It will not do to say these are merely conventions of the theater—of course they are. But great art uses conventional plots and character types to appeal to audiences of its own time and then transforms these devices so that—intentionally or not—they appeal to audiences of every time. As the very quotable Jonson said about his friend, Shakespeare “was not of an age but for all time.” Shakespeare’s romantic and eventful plots were a sign not just of his knowing how to tell a good story but also of the spaciousness of his times, when one might hope like the voyagers in The Tempest to “rejoice / beyond a common joy,” as the old counselor Gonzalo remarks, because in a single journey “all of us [found] ourselves / When no man was his own” (5.1.208–9, 214–15).
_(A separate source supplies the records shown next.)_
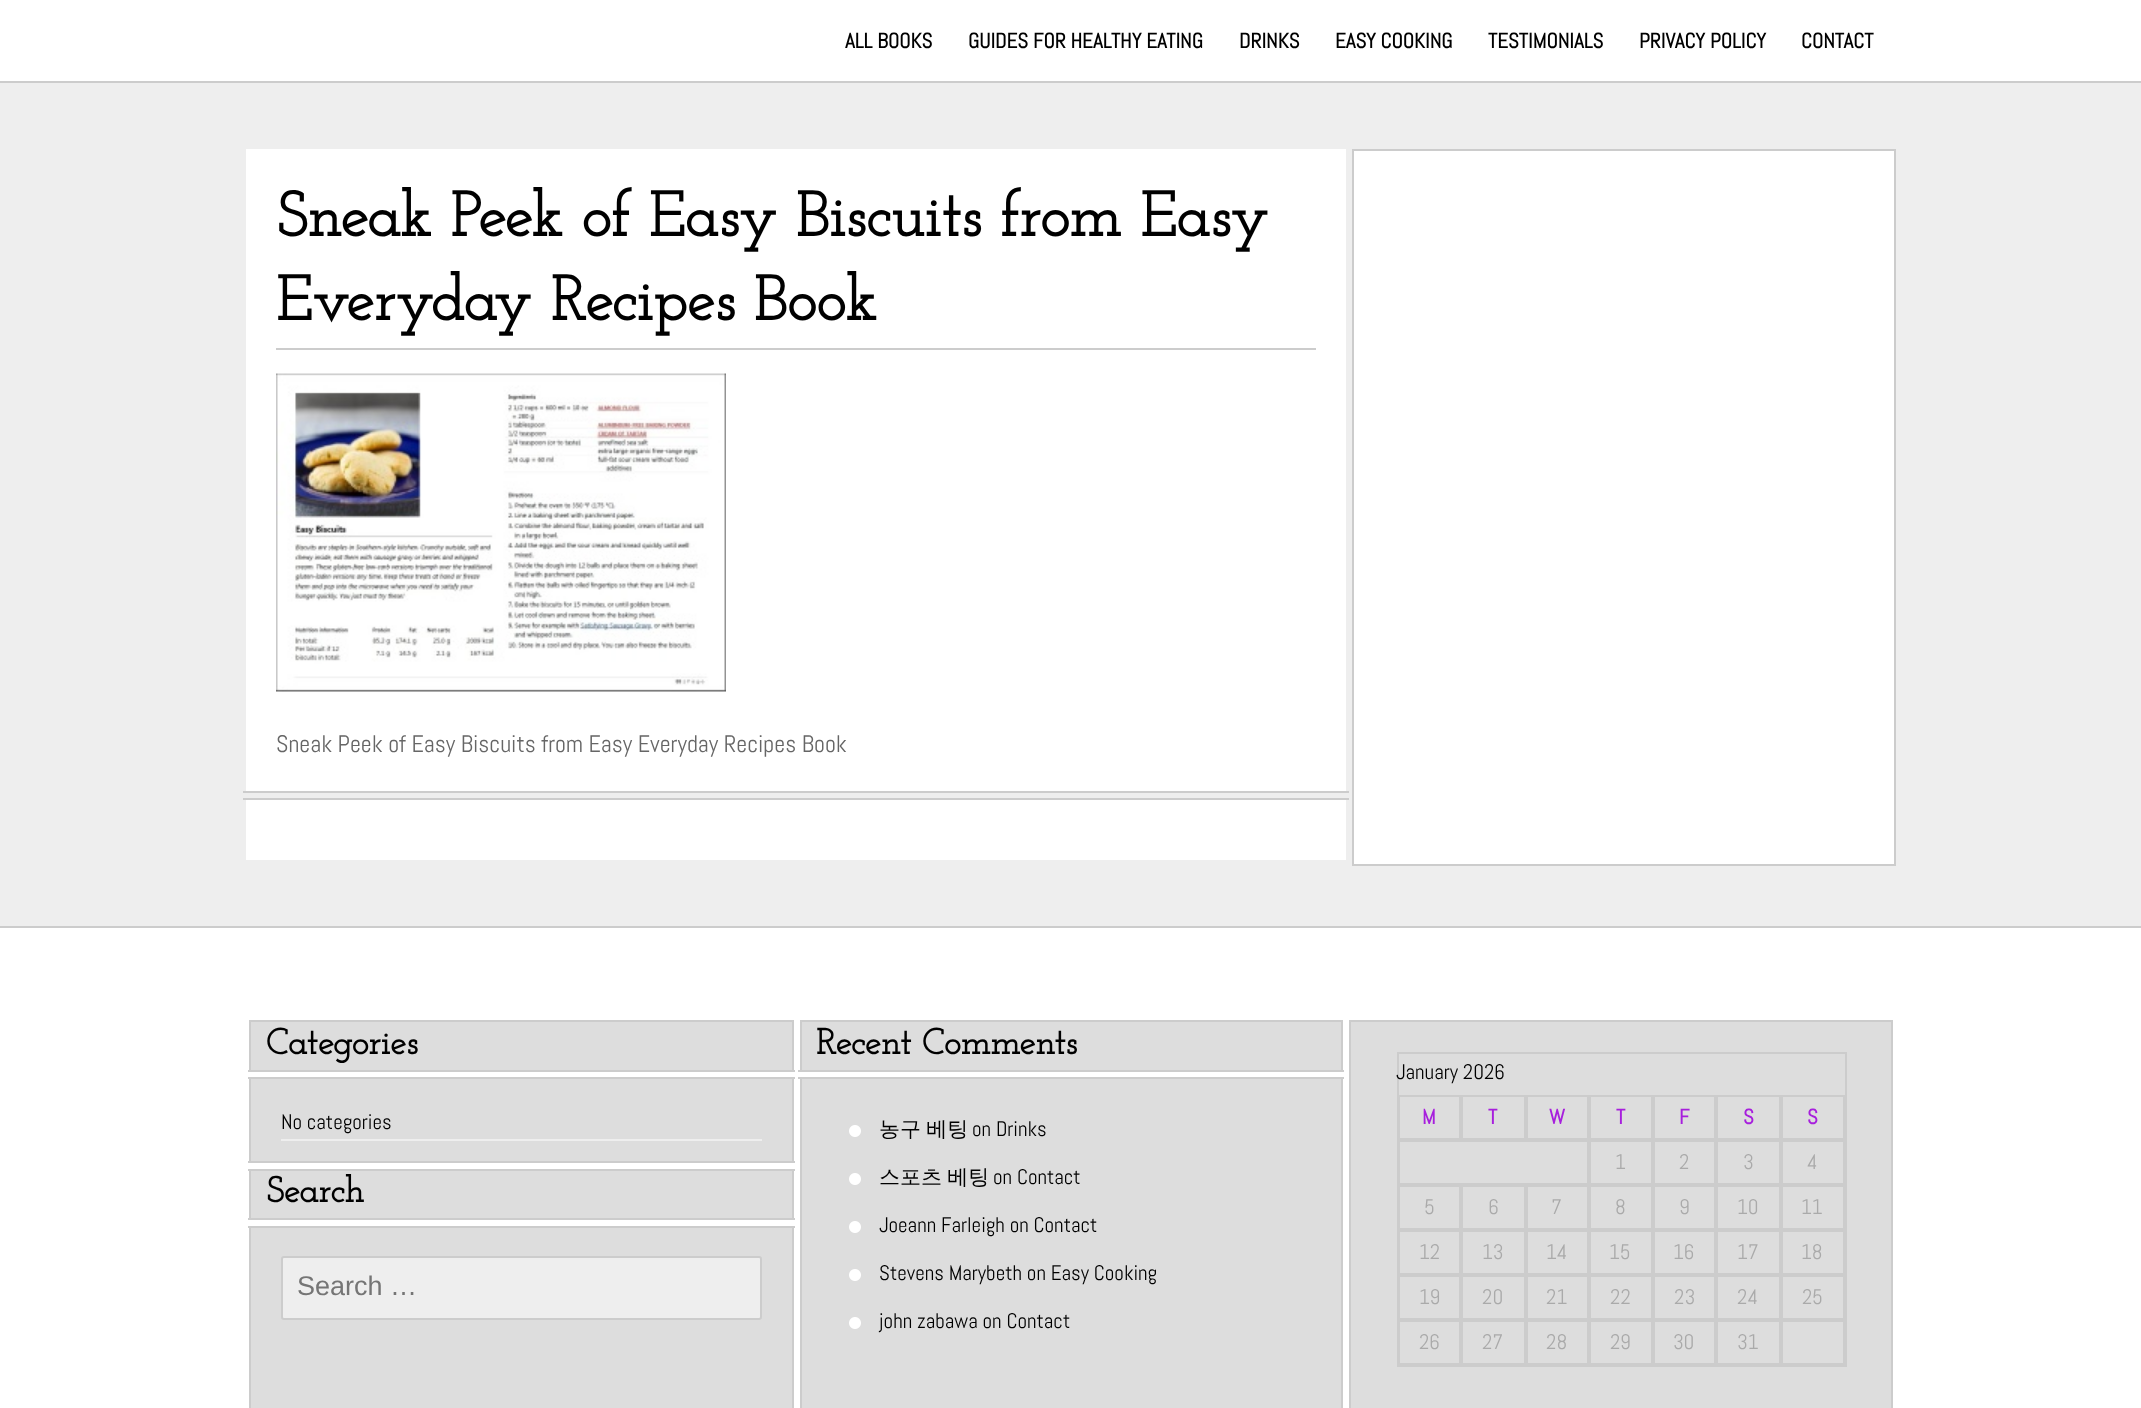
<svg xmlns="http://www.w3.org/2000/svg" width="2141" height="1408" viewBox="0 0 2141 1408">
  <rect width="100%" height="100%" fill="rgb(238,238,238)"/>
  <rect x="0" y="0" width="2141" height="81" fill="rgb(255,255,255)"/>
  <rect x="0" y="81" width="2141" height="2" fill="rgb(204,204,204)"/>
  <g font-family="Abel" font-size="21" font-weight="bold" fill="rgb(0,0,0)">
    <text x="845" y="48">ALL BOOKS</text>
    <text x="968" y="48">GUIDES FOR HEALTHY EATING</text>
    <text x="1239" y="48">DRINKS</text>
    <text x="1335" y="48">EASY COOKING</text>
    <text x="1488" y="48">TESTIMONIALS</text>
    <text x="1639" y="48">PRIVACY POLICY</text>
    <text x="1801" y="48">CONTACT</text>
  </g>
  <rect x="246" y="149" width="1100" height="711" fill="rgb(255,255,255)"/>
  <rect x="276" y="348" width="1040" height="2" fill="rgb(204,204,204)"/>
  <g font-family="Josefin Slab" font-size="63" font-weight="bold" fill="rgb(0,0,0)">
    <text>
      <tspan x="276" y="236">Sneak Peek of Easy Biscuits from Easy</tspan>
      <tspan x="276" y="320">Everyday Recipes Book</tspan>
    </text>
  </g>
  <image x="276" y="373" width="450" height="319" href="pic1.png"/>
  <text x="276" y="752" font-family="Abel" font-size="24" fill="rgb(102,102,102)">Sneak Peek of Easy Biscuits from Easy Everyday Recipes Book</text>
  <rect x="243" y="793" width="1106" height="5" fill="rgb(238,238,238)"/>
  <rect x="243" y="791" width="1106" height="2" fill="rgb(204,204,204)"/>
  <rect x="243" y="798" width="1106" height="2" fill="rgb(204,204,204)"/>
  <rect x="1353" y="150" width="542" height="715" fill="rgb(255,255,255)" stroke="rgb(204,204,204)" stroke-width="2"/>
  <rect x="0" y="928" width="2141" height="480" fill="rgb(255,255,255)"/>
  <rect x="0" y="926" width="2141" height="2" fill="rgb(204,204,204)"/>
  <rect x="250" y="1021" width="543" height="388" fill="rgb(221,221,221)" stroke="rgb(204,204,204)" stroke-width="2"/>
  <text x="266" y="1054" font-family="Josefin Slab" font-size="36" font-weight="bold" fill="rgb(0,0,0)">Categories</text>
  <rect x="248" y="1072" width="547" height="5" fill="rgb(255,255,255)"/>
  <rect x="248" y="1070" width="547" height="2" fill="rgb(204,204,204)"/>
  <rect x="248" y="1077" width="547" height="2" fill="rgb(204,204,204)"/>
  <rect x="281" y="1139" width="481" height="2" fill="rgb(238,238,238)"/>
  <text x="281" y="1129" font-family="Abel" font-size="21" fill="rgb(0,0,0)">No categories</text>
  <rect x="248" y="1163" width="547" height="6" fill="rgb(255,255,255)"/>
  <rect x="248" y="1161" width="547" height="2" fill="rgb(204,204,204)"/>
  <rect x="248" y="1169" width="547" height="2" fill="rgb(204,204,204)"/>
  <text x="266" y="1202" font-family="Josefin Slab" font-size="36" font-weight="bold" fill="rgb(0,0,0)">Search</text>
  <rect x="248" y="1220" width="547" height="6" fill="rgb(255,255,255)"/>
  <rect x="248" y="1218" width="547" height="2" fill="rgb(204,204,204)"/>
  <rect x="248" y="1226" width="547" height="2" fill="rgb(204,204,204)"/>
  <rect x="282" y="1257" width="479" height="62" rx="2" fill="rgb(238,238,238)" stroke="rgb(204,204,204)" stroke-width="2"/>
  <text x="297" y="1295" font-family="Liberation Sans" font-size="27" fill="rgb(117,117,117)">Search …</text>
  <rect x="801" y="1021" width="541" height="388" fill="rgb(221,221,221)" stroke="rgb(204,204,204)" stroke-width="2"/>
  <text x="816" y="1054" font-family="Josefin Slab" font-size="36" font-weight="bold" fill="rgb(0,0,0)">Recent Comments</text>
  <rect x="798" y="1072" width="546" height="5" fill="rgb(255,255,255)"/>
  <rect x="798" y="1070" width="546" height="2" fill="rgb(204,204,204)"/>
  <rect x="798" y="1077" width="546" height="2" fill="rgb(204,204,204)"/>
  <image x="849" y="1125" width="12" height="12" href="pic2.png"/>
  <text x="879" y="1136" word-spacing="-1" font-family="WenQuanYi Zen Hei" font-size="21" font-weight="500" fill="rgb(0,0,0)">농구 베팅</text>
  <text x="972" y="1136" font-family="Abel" font-size="21" fill="rgb(0,0,0)">on Drinks</text>
  <image x="849" y="1173" width="12" height="12" href="pic2.png"/>
  <text x="879" y="1184" word-spacing="-1" font-family="WenQuanYi Zen Hei" font-size="21" font-weight="500" fill="rgb(0,0,0)">스포츠 베팅</text>
  <text x="993" y="1184" font-family="Abel" font-size="21" fill="rgb(0,0,0)">on Contact</text>
  <image x="849" y="1221" width="12" height="12" href="pic2.png"/>
  <text x="879" y="1232" font-family="Abel" font-size="21" fill="rgb(0,0,0)">Joeann Farleigh on Contact</text>
  <image x="849" y="1269" width="12" height="12" href="pic2.png"/>
  <text x="879" y="1280" font-family="Abel" font-size="21" fill="rgb(0,0,0)">Stevens Marybeth on Easy Cooking</text>
  <image x="849" y="1317" width="12" height="12" href="pic2.png"/>
  <text x="879" y="1328" font-family="Abel" font-size="21" fill="rgb(0,0,0)">john zabawa on Contact</text>
  <rect x="1350" y="1021" width="542" height="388" fill="rgb(221,221,221)" stroke="rgb(204,204,204)" stroke-width="2"/>
  <rect x="1398" y="1053" width="448" height="313" fill="none" stroke="rgb(204,204,204)" stroke-width="2"/>
  <text x="1396" y="1079" font-family="Abel" font-size="21" fill="rgb(0,0,0)">January 2026</text>
  <rect x="1399" y="1096" width="61" height="43" fill="none" stroke="rgb(204,204,204)" stroke-width="2"/>
  <text x="1422" y="1124" font-family="Abel" font-size="21" font-weight="bold" fill="rgb(167,31,221)">M</text>
  <rect x="1462" y="1096" width="63" height="43" fill="none" stroke="rgb(204,204,204)" stroke-width="2"/>
  <text x="1488" y="1124" font-family="Abel" font-size="21" font-weight="bold" fill="rgb(167,31,221)">T</text>
  <rect x="1527" y="1096" width="61" height="43" fill="none" stroke="rgb(204,204,204)" stroke-width="2"/>
  <text x="1549" y="1124" font-family="Abel" font-size="21" font-weight="bold" fill="rgb(167,31,221)">W</text>
  <rect x="1590" y="1096" width="62" height="43" fill="none" stroke="rgb(204,204,204)" stroke-width="2"/>
  <text x="1616" y="1124" font-family="Abel" font-size="21" font-weight="bold" fill="rgb(167,31,221)">T</text>
  <rect x="1654" y="1096" width="61" height="43" fill="none" stroke="rgb(204,204,204)" stroke-width="2"/>
  <text x="1679" y="1124" font-family="Abel" font-size="21" font-weight="bold" fill="rgb(167,31,221)">F</text>
  <rect x="1717" y="1096" width="63" height="43" fill="none" stroke="rgb(204,204,204)" stroke-width="2"/>
  <text x="1743" y="1124" font-family="Abel" font-size="21" font-weight="bold" fill="rgb(167,31,221)">S</text>
  <rect x="1782" y="1096" width="62" height="43" fill="none" stroke="rgb(204,204,204)" stroke-width="2"/>
  <text x="1807" y="1124" font-family="Abel" font-size="21" font-weight="bold" fill="rgb(167,31,221)">S</text>
  <rect x="1399" y="1141" width="189" height="43" fill="none" stroke="rgb(204,204,204)" stroke-width="2"/>
  <rect x="1590" y="1141" width="62" height="43" fill="none" stroke="rgb(204,204,204)" stroke-width="2"/>
  <text x="1615" y="1169" font-family="Abel" font-size="21" fill="rgb(170,170,170)">1</text>
  <rect x="1654" y="1141" width="61" height="43" fill="none" stroke="rgb(204,204,204)" stroke-width="2"/>
  <text x="1679" y="1169" font-family="Abel" font-size="21" fill="rgb(170,170,170)">2</text>
  <rect x="1717" y="1141" width="63" height="43" fill="none" stroke="rgb(204,204,204)" stroke-width="2"/>
  <text x="1743" y="1169" font-family="Abel" font-size="21" fill="rgb(170,170,170)">3</text>
  <rect x="1782" y="1141" width="62" height="43" fill="none" stroke="rgb(204,204,204)" stroke-width="2"/>
  <text x="1807" y="1169" font-family="Abel" font-size="21" fill="rgb(170,170,170)">4</text>
  <rect x="1399" y="1186" width="61" height="43" fill="none" stroke="rgb(204,204,204)" stroke-width="2"/>
  <text x="1424" y="1214" font-family="Abel" font-size="21" fill="rgb(170,170,170)">5</text>
  <rect x="1462" y="1186" width="63" height="43" fill="none" stroke="rgb(204,204,204)" stroke-width="2"/>
  <text x="1488" y="1214" font-family="Abel" font-size="21" fill="rgb(170,170,170)">6</text>
  <rect x="1527" y="1186" width="61" height="43" fill="none" stroke="rgb(204,204,204)" stroke-width="2"/>
  <text x="1551" y="1214" font-family="Abel" font-size="21" fill="rgb(170,170,170)">7</text>
  <rect x="1590" y="1186" width="62" height="43" fill="none" stroke="rgb(204,204,204)" stroke-width="2"/>
  <text x="1615" y="1214" font-family="Abel" font-size="21" fill="rgb(170,170,170)">8</text>
  <rect x="1654" y="1186" width="61" height="43" fill="none" stroke="rgb(204,204,204)" stroke-width="2"/>
  <text x="1679" y="1214" font-family="Abel" font-size="21" fill="rgb(170,170,170)">9</text>
  <rect x="1717" y="1186" width="63" height="43" fill="none" stroke="rgb(204,204,204)" stroke-width="2"/>
  <text x="1737" y="1214" font-family="Abel" font-size="21" fill="rgb(170,170,170)">10</text>
  <rect x="1782" y="1186" width="62" height="43" fill="none" stroke="rgb(204,204,204)" stroke-width="2"/>
  <text x="1801" y="1214" font-family="Abel" font-size="21" fill="rgb(170,170,170)">11</text>
  <rect x="1399" y="1231" width="61" height="43" fill="none" stroke="rgb(204,204,204)" stroke-width="2"/>
  <text x="1419" y="1259" font-family="Abel" font-size="21" fill="rgb(170,170,170)">12</text>
  <rect x="1462" y="1231" width="63" height="43" fill="none" stroke="rgb(204,204,204)" stroke-width="2"/>
  <text x="1482" y="1259" font-family="Abel" font-size="21" fill="rgb(170,170,170)">13</text>
  <rect x="1527" y="1231" width="61" height="43" fill="none" stroke="rgb(204,204,204)" stroke-width="2"/>
  <text x="1546" y="1259" font-family="Abel" font-size="21" fill="rgb(170,170,170)">14</text>
  <rect x="1590" y="1231" width="62" height="43" fill="none" stroke="rgb(204,204,204)" stroke-width="2"/>
  <text x="1609" y="1259" font-family="Abel" font-size="21" fill="rgb(170,170,170)">15</text>
  <rect x="1654" y="1231" width="61" height="43" fill="none" stroke="rgb(204,204,204)" stroke-width="2"/>
  <text x="1673" y="1259" font-family="Abel" font-size="21" fill="rgb(170,170,170)">16</text>
  <rect x="1717" y="1231" width="63" height="43" fill="none" stroke="rgb(204,204,204)" stroke-width="2"/>
  <text x="1737" y="1259" font-family="Abel" font-size="21" fill="rgb(170,170,170)">17</text>
  <rect x="1782" y="1231" width="62" height="43" fill="none" stroke="rgb(204,204,204)" stroke-width="2"/>
  <text x="1801" y="1259" font-family="Abel" font-size="21" fill="rgb(170,170,170)">18</text>
  <rect x="1399" y="1276" width="61" height="43" fill="none" stroke="rgb(204,204,204)" stroke-width="2"/>
  <text x="1419" y="1304" font-family="Abel" font-size="21" fill="rgb(170,170,170)">19</text>
  <rect x="1462" y="1276" width="63" height="43" fill="none" stroke="rgb(204,204,204)" stroke-width="2"/>
  <text x="1482" y="1304" font-family="Abel" font-size="21" fill="rgb(170,170,170)">20</text>
  <rect x="1527" y="1276" width="61" height="43" fill="none" stroke="rgb(204,204,204)" stroke-width="2"/>
  <text x="1546" y="1304" font-family="Abel" font-size="21" fill="rgb(170,170,170)">21</text>
  <rect x="1590" y="1276" width="62" height="43" fill="none" stroke="rgb(204,204,204)" stroke-width="2"/>
  <text x="1610" y="1304" font-family="Abel" font-size="21" fill="rgb(170,170,170)">22</text>
  <rect x="1654" y="1276" width="61" height="43" fill="none" stroke="rgb(204,204,204)" stroke-width="2"/>
  <text x="1674" y="1304" font-family="Abel" font-size="21" fill="rgb(170,170,170)">23</text>
  <rect x="1717" y="1276" width="63" height="43" fill="none" stroke="rgb(204,204,204)" stroke-width="2"/>
  <text x="1737" y="1304" font-family="Abel" font-size="21" fill="rgb(170,170,170)">24</text>
  <rect x="1782" y="1276" width="62" height="43" fill="none" stroke="rgb(204,204,204)" stroke-width="2"/>
  <text x="1802" y="1304" font-family="Abel" font-size="21" fill="rgb(170,170,170)">25</text>
  <rect x="1399" y="1321" width="61" height="43" fill="none" stroke="rgb(204,204,204)" stroke-width="2"/>
  <text x="1419" y="1349" font-family="Abel" font-size="21" fill="rgb(170,170,170)">26</text>
  <rect x="1462" y="1321" width="63" height="43" fill="none" stroke="rgb(204,204,204)" stroke-width="2"/>
  <text x="1482" y="1349" font-family="Abel" font-size="21" fill="rgb(170,170,170)">27</text>
  <rect x="1527" y="1321" width="61" height="43" fill="none" stroke="rgb(204,204,204)" stroke-width="2"/>
  <text x="1546" y="1349" font-family="Abel" font-size="21" fill="rgb(170,170,170)">28</text>
  <rect x="1590" y="1321" width="62" height="43" fill="none" stroke="rgb(204,204,204)" stroke-width="2"/>
  <text x="1610" y="1349" font-family="Abel" font-size="21" fill="rgb(170,170,170)">29</text>
  <rect x="1654" y="1321" width="61" height="43" fill="none" stroke="rgb(204,204,204)" stroke-width="2"/>
  <text x="1673" y="1349" font-family="Abel" font-size="21" fill="rgb(170,170,170)">30</text>
  <rect x="1717" y="1321" width="63" height="43" fill="none" stroke="rgb(204,204,204)" stroke-width="2"/>
  <text x="1737" y="1349" font-family="Abel" font-size="21" fill="rgb(170,170,170)">31</text>
  <rect x="1782" y="1321" width="62" height="43" fill="none" stroke="rgb(204,204,204)" stroke-width="2"/>
</svg>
In fact, it seems that virtue can be revealed for what it truly is—and not some bourgeois facsimile or politically correct imposture—only when characters are pushed into extraordinary situations where the exigencies of the moment override all ordinary responses. “Great wits are sure to madness near allied / And thin partitions do their bounds divide,” said John Dryden in Absalom and Achitophel. Shakespeare had already made this notion current when his King Theseus remarked with a sudden illumination in A Midsummer Night’s Dream, “The lunatic, the lover, and the poet / Are of imagination all compact.”
One of Shakespeare’s greatest plays was a five-act illustration of Dryden’s maxim. For the madness of King Lear is not an antic disposition like Hamlet’s, which can be taken on and off as the occasion demands, but the cracking of his human nature, which leads to a number of sobering insights into virtue and vice. With his furious wisdom, for example, Lear berates the hypocrisy with which he sees justice administered in society: “The usurer hangs the cozener,” says the outraged king. “Through tattered clothes small vices do appear; / Robes and furred gowns hide all” (4.6.163–65). When regarding the uncovered body—an unorthodox disguise, to be sure—of one of his court’s virtuous (and ostracized) remnants, the Earl of Gloucester’s son Edgar, Lear declares that this “Poor Tom” (beggar) at least does not partake of the adulterated sophistication of civilization: “Thou art the thing itself; / unaccommodated man is no more but such a poor, bare, / forked animal as thou art” (3.4.105–7).
This is as intense a situation as any that Shakespeare portrays in his tragedies: Lear, a very old man of eighty years, has descended into madness after irresponsibly bequeathing his kingdom to his two reprehensible daughters, Goneril and Regan, and disinheriting his only loyal daughter because she would not be a sycophant on demand. He is now exposed to the ragings of an apocalyptic storm because he has no home, and he can find consolation only in the compassionate and witty reproaches of his court fool. It is the very extremity of this situation that brings forth from Lear his insights into human nature’s pretensions and vulnerabilities. He is not a model of behavior for others to follow, as he certainly did not practice what he has come to preach. But it is also true that had he not practiced as he did, he would have nothing to preach. “Madness and impertinency mixed!” exclaims Edgar as he listens to Lear rant. “Reason in madness!” (4.6.174–75).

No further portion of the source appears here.